- _Assignment_: Read through the records. Copy each line that has the word "cafe".

Stored items
-*-*-

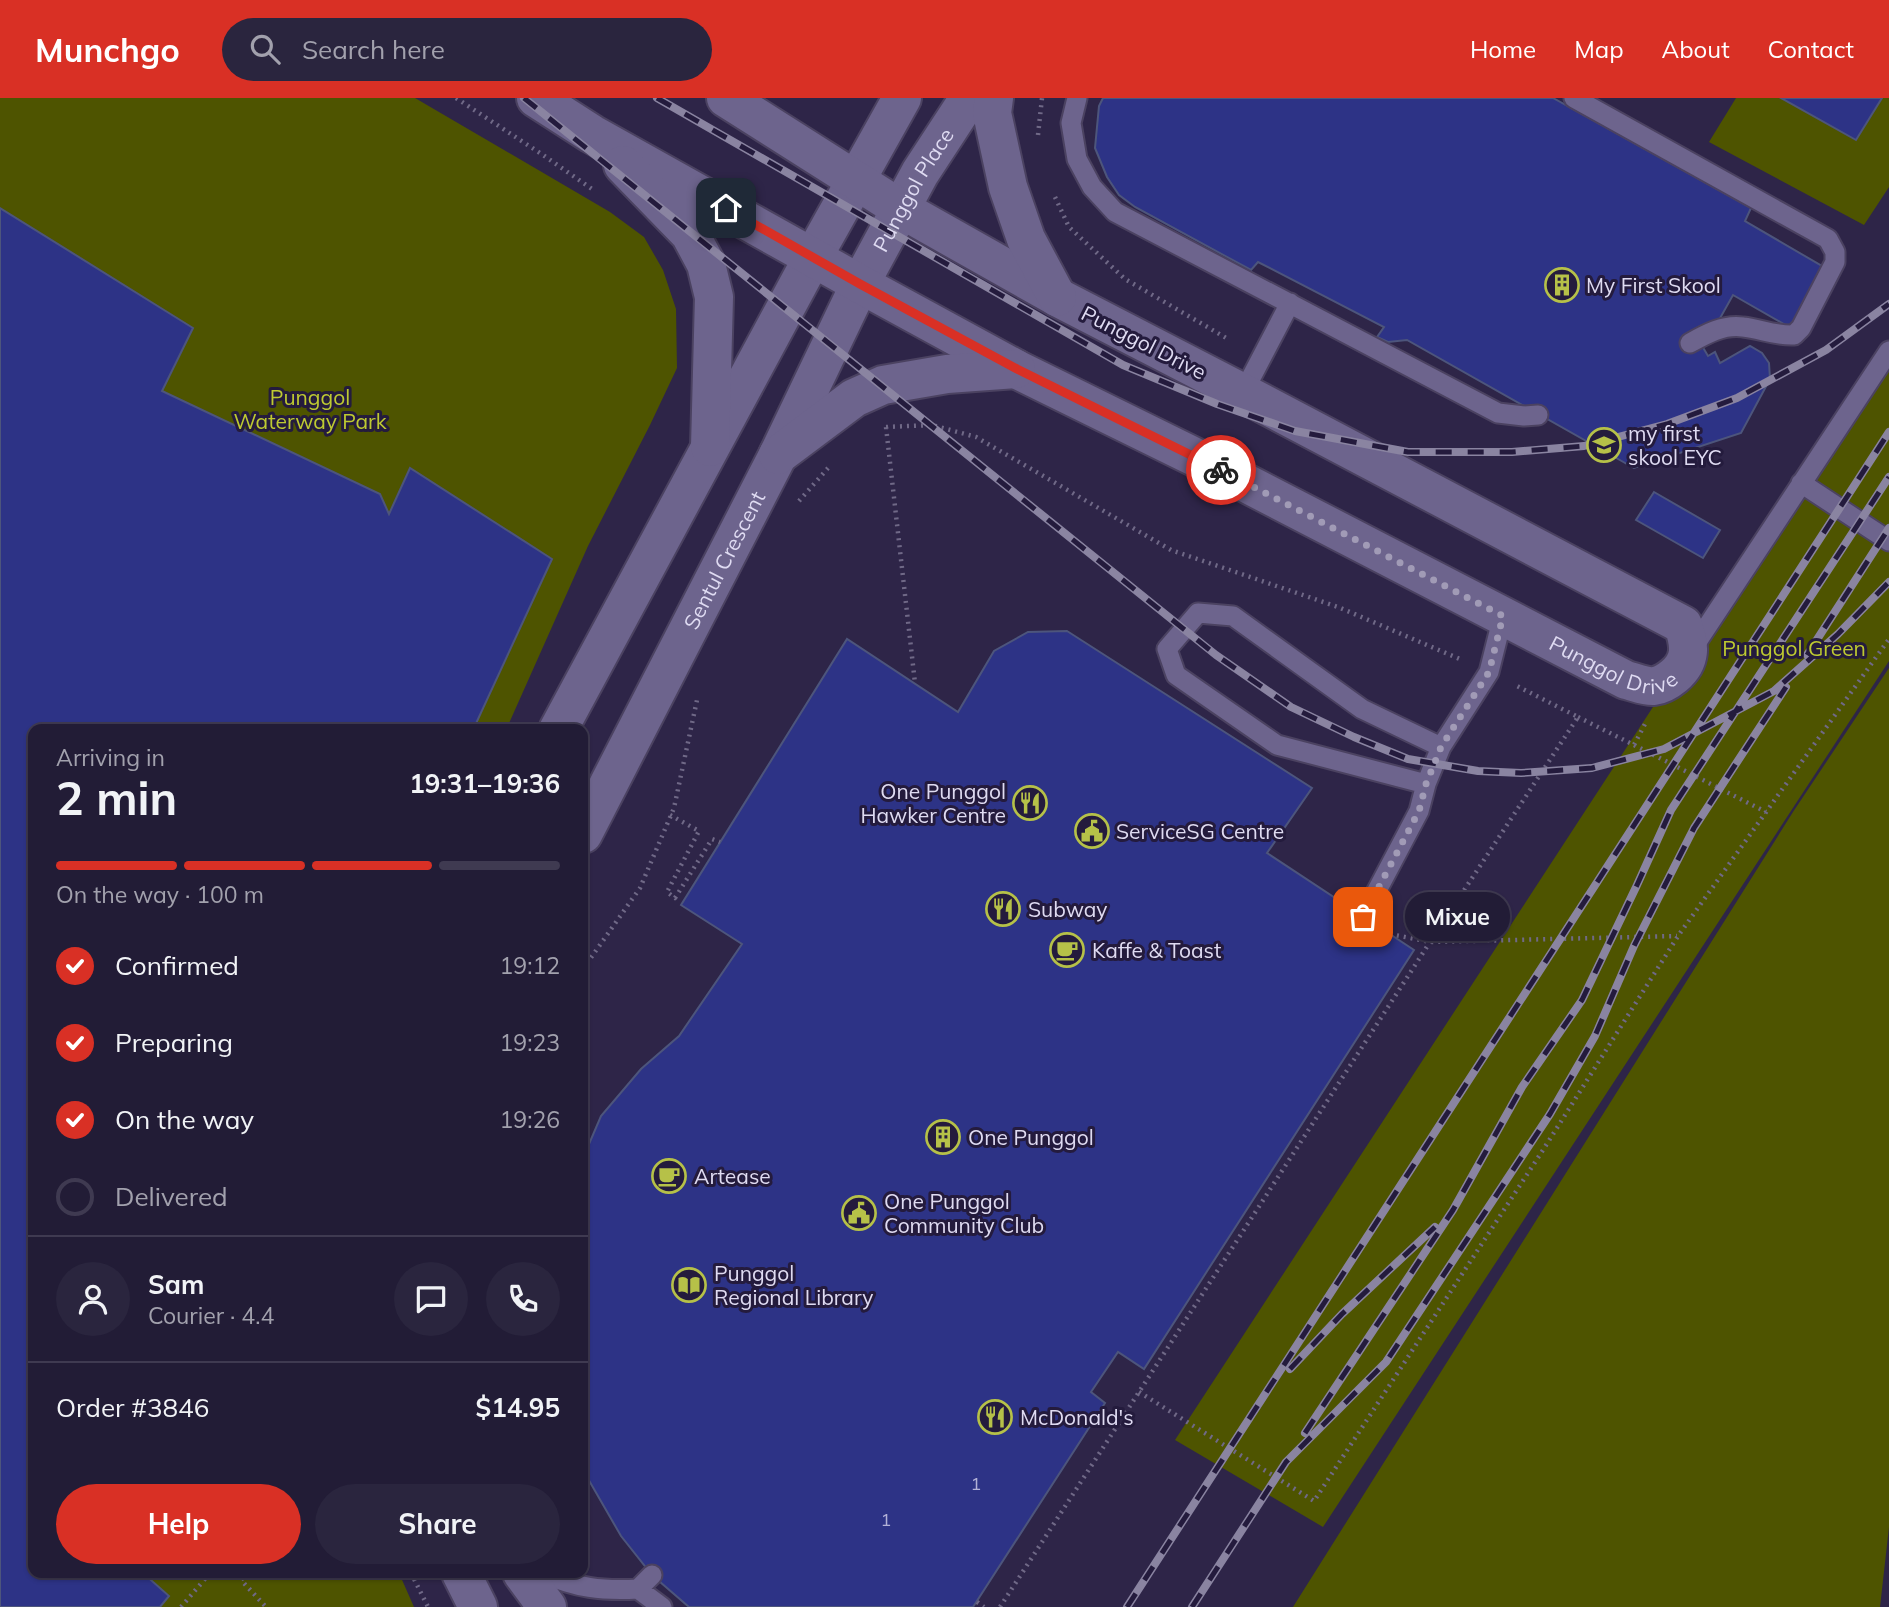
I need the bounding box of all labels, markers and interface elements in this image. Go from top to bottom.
search box [222,18,712,81]
text: Munchgo [35,29,180,70]
icon: search [246,30,284,68]
text: Search here [302,33,445,66]
text: Home [1470,34,1536,64]
text: Map [1574,34,1624,64]
text: About [1662,34,1730,64]
text: Contact [1768,34,1854,64]
street label: Punggol Place [867,123,959,256]
pin [696,178,756,238]
icon: home [707,189,745,227]
building icon: My First Skool [1543,266,1581,304]
place label: My First Skool [1586,272,1721,298]
street label: Punggol Drive [1077,299,1211,385]
park label: Punggol Waterway Park [233,384,387,434]
place label: my first skool EYC [1628,420,1722,470]
school or university icon: my first skool EYC [1585,426,1623,464]
courier [1186,435,1256,505]
icon: bike [1202,451,1240,489]
street label: Sentul Crescent [678,487,770,634]
street label: Punggol Drive [1545,630,1682,699]
park label: Punggol Green [1722,635,1866,661]
text: Arriving in [56,743,165,772]
text: 19:31–19:36 [409,767,560,800]
text: 2 min [56,769,177,827]
place label: One Punggol Hawker Centre [860,778,1006,828]
restaurant icon: One Punggol Hawker Centre [1011,784,1049,822]
public building icon: ServiceSG Centre [1073,812,1111,850]
place label: ServiceSG Centre [1116,818,1284,844]
text: On the way · 100 m [56,880,264,909]
pin [1333,887,1393,947]
restaurant icon: Subway [984,890,1022,928]
callout: Mixue [1405,892,1510,942]
place label: Subway [1028,896,1107,922]
icon: bag [1344,898,1382,936]
text: Mixue [1425,902,1490,931]
cafe icon: Kaffe & Toast [1048,931,1086,969]
place label: Kaffe & Toast [1092,937,1221,963]
icon: check [56,947,94,985]
text: Confirmed [115,949,239,982]
text: 19:12 [500,951,560,980]
icon: check [56,1024,94,1062]
text: Preparing [115,1026,233,1059]
text: 19:23 [500,1028,560,1057]
icon: check [56,1101,94,1139]
text: On the way [115,1103,254,1136]
text: 19:26 [500,1105,560,1134]
building icon: One Punggol [924,1118,962,1156]
place label: One Punggol [968,1124,1094,1150]
cafe icon: Artease [650,1157,688,1195]
place label: Artease [694,1163,771,1189]
text: Delivered [115,1180,228,1213]
place label: One Punggol Community Club [884,1188,1044,1238]
public building icon: One Punggol Community Club [840,1194,878,1232]
place label: Punggol Regional Library [714,1260,873,1310]
button: person [56,1262,130,1336]
button: chat [394,1262,468,1336]
button: phone [486,1262,560,1336]
library icon: Punggol Regional Library [670,1266,708,1304]
text: Sam [148,1268,204,1301]
text: Courier · 4.4 [148,1301,274,1330]
text: Order #3846 [56,1391,209,1424]
text: $14.95 [476,1391,560,1424]
restaurant icon: McDonald's [976,1398,1014,1436]
place label: McDonald's [1020,1404,1134,1430]
house number: 1 [971,1472,981,1495]
button: Help [56,1484,301,1564]
button: Share [315,1484,560,1564]
house number: 1 [881,1508,891,1531]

-*-*-

- _Response to the exercise_:
cafe icon: Kaffe & Toast [1048,931,1086,969]
cafe icon: Artease [650,1157,688,1195]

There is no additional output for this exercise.